In my experience, it’s not that hard to gain 100 to 300 pounds from an airplane that has been flying for years. For a widebody aircraft, the weight reduction would likely be even greater. This is roughly the weight of a full passenger and their luggage. If regulations were put in place to force airlines to put a single 300-pound item on every plane, they would howl about the ongoing costs of that extra weight. Go grab that weight now and start saving more fuel!

Eliminate layers of management

While this is a physical burden to take off on an airplane, in an organization, the “weight” comes from having too much redundancy, orphaned departments and small stretches of control. If you look at the flowcharts of any major airline (or any major corporation, for that matter), you’ll likely see things that look strange. There will always be streamlining – we had to keep this person, it was a temporary setup that has not yet been completed, no one else understands this process, etc.

Increasing the average extent of control rewards and empowers those who want to do more and have this ability. Reducing layers – that is, the number of steps between CEO and frontline staff – makes everyone more responsible and creates bigger and more important roles. This cuts down on bureaucracy, speeds up turnaround times, and makes the entire organization more agile.

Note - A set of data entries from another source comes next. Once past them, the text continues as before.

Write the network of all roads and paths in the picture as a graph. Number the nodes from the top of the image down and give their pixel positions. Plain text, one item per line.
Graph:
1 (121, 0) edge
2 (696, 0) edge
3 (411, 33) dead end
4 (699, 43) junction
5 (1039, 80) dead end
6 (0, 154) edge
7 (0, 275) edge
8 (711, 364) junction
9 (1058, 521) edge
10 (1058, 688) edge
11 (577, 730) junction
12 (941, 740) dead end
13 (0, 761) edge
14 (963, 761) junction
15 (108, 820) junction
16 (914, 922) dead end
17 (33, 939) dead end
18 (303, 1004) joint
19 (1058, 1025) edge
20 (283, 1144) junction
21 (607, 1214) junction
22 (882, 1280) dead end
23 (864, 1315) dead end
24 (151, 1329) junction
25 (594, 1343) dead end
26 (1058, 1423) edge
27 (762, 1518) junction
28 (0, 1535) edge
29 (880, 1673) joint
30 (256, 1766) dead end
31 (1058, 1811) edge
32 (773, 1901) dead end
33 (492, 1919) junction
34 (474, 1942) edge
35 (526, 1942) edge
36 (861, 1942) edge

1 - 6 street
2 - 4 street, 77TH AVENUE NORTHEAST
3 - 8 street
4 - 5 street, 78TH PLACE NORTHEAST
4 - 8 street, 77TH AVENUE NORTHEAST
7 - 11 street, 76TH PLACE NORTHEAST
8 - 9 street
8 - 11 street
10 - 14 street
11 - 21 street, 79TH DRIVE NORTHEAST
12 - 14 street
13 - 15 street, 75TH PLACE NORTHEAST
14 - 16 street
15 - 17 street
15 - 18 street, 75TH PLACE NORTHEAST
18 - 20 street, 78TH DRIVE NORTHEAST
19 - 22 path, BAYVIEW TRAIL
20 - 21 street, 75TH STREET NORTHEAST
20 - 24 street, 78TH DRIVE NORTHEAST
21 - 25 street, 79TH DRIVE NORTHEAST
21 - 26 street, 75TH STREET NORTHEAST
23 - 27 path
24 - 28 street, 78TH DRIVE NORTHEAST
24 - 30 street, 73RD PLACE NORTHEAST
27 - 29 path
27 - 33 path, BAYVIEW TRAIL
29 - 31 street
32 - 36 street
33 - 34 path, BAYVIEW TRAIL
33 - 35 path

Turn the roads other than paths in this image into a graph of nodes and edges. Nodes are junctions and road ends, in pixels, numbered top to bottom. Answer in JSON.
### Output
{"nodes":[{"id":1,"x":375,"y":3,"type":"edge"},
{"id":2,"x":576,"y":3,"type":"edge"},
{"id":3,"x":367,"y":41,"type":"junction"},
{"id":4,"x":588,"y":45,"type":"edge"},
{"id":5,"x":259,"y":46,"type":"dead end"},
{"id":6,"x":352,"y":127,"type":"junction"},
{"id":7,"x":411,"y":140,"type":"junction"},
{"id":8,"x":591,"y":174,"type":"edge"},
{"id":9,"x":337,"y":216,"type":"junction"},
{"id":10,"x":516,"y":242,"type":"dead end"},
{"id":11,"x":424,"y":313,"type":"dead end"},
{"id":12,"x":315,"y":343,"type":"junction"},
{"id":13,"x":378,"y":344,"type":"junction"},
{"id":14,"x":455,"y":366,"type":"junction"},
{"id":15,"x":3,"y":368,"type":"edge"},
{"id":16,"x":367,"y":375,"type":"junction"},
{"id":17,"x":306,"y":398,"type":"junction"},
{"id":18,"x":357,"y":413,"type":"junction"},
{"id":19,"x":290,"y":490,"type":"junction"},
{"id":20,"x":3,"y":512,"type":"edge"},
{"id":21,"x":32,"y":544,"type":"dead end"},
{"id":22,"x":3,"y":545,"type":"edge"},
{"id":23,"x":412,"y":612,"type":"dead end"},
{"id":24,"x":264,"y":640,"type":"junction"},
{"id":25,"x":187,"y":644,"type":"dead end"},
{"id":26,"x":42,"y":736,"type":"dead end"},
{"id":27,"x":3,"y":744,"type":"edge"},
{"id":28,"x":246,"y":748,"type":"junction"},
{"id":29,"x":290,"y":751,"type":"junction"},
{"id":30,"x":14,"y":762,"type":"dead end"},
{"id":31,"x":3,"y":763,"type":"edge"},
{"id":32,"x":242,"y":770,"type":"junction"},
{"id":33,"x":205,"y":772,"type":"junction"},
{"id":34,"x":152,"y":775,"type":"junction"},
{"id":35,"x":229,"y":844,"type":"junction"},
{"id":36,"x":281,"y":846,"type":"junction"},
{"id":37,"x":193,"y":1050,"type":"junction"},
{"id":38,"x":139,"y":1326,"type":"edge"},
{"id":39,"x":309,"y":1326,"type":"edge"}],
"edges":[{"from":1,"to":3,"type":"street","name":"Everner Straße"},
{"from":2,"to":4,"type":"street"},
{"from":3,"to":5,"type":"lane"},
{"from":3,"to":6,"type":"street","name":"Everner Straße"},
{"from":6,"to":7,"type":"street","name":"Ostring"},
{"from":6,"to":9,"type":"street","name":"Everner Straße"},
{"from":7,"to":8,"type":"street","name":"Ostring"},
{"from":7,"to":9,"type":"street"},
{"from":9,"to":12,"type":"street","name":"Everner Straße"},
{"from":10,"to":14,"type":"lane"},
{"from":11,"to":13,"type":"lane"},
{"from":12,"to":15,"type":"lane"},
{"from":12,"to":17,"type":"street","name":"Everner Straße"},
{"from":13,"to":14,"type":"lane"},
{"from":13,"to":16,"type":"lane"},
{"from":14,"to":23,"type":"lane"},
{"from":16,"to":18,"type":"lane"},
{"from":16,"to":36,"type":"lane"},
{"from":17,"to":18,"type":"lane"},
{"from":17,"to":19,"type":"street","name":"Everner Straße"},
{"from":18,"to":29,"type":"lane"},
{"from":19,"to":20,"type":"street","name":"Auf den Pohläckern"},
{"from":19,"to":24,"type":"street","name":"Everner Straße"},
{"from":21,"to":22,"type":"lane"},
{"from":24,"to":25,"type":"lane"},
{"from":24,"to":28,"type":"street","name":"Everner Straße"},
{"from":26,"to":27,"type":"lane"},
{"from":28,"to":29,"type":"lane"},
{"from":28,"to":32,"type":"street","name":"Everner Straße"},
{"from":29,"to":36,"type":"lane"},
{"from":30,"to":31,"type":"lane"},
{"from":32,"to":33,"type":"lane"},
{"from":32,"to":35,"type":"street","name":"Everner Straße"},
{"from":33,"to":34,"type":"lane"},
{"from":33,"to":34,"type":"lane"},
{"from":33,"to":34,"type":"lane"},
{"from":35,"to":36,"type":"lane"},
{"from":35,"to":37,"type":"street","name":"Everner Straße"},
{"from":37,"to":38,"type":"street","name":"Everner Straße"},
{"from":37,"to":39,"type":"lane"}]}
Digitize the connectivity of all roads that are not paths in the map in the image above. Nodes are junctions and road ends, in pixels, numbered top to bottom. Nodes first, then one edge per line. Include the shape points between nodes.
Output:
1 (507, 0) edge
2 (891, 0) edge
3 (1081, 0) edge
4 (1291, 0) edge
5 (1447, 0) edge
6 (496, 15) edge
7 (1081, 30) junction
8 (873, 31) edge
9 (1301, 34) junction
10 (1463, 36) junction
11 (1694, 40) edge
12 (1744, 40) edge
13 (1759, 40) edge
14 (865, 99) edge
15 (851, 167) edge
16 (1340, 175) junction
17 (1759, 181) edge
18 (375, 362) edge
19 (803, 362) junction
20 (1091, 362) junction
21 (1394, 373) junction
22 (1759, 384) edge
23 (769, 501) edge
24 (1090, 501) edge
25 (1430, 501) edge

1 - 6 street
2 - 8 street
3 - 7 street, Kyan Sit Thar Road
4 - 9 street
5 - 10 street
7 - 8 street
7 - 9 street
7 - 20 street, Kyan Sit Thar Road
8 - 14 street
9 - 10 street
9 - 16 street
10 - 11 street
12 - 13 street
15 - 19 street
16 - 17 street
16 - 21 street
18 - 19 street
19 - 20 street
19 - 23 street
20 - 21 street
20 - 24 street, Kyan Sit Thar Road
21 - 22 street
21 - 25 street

No better time than now to assess this for your organization.

Reduce the number of policies

Like regulations, company policies are continually added but rarely removed. For an airline, the policies around ticket refunds, baggage handling, or other items are incredibly complex and time consuming. This is because as a situation that does not work arises, a new policy is created to resolve the problem.

A policy audit will reveal outright inconsistencies, redundancies, and conflicts in your company’s policies. By reducing the number of policies, no control should be lost and no new empowerment should be given, even though these goals in themselves might be laudable goals. Most of the time this review will surprise a lot and make some people laugh, but more importantly by cleaning up your policies and having only the policies you really need will make things easier for employees and customers. In doing so, you can probably rewrite a lot of strategies for clarity.

Without sacrificing safety, lose the safety nets

All organizations, including airlines, have many safety nets built into their structure. These are not always obvious. You can find them by looking at how different departments have overlapping responsibilities, and the above policy point may reveal some of them as well. Some redundancy is good, of course, and some organizational safety nets are protective and necessary. But many are just an added burden and bog down the organization the same way layers and politicians do. Consider whether you need everyone to do all of the things they’re supposed to be doing. By doing this, you will find out where the excess is and dispose of it if it is wasted, but protect it when it is important.

Follow rule 15B

When Gordon Bethune was CEO of Continental Airlines, he used a simple rule that I remember as rule 15B. It is possible that Gordon called it the 13D rule, or named it after another airplane seat. The rule is simple: if you want to spend the money on something, go on any plane and ask the customer at 15B if they think it’s a good idea. If they agree, then build your case to get the money approved. If they don’t, rethink your idea.

The beauty of this rule is its simplicity. Gordon recognized that whatever the airline does has to be good for the customer. Customers want to be safe, they want better service, they want lower rates, and more, so there are many ideas that customers will support. But do clients want shiny new offices for executives? Marble floors in the airport hall? Probably not, so this may not be where the airline should be focusing its limited capital. Like all weight loss plans, the key is to change your habits so that you don’t just put the weight back on. Adopting Rule 15B is a great way to ensure long-term corporate weight management.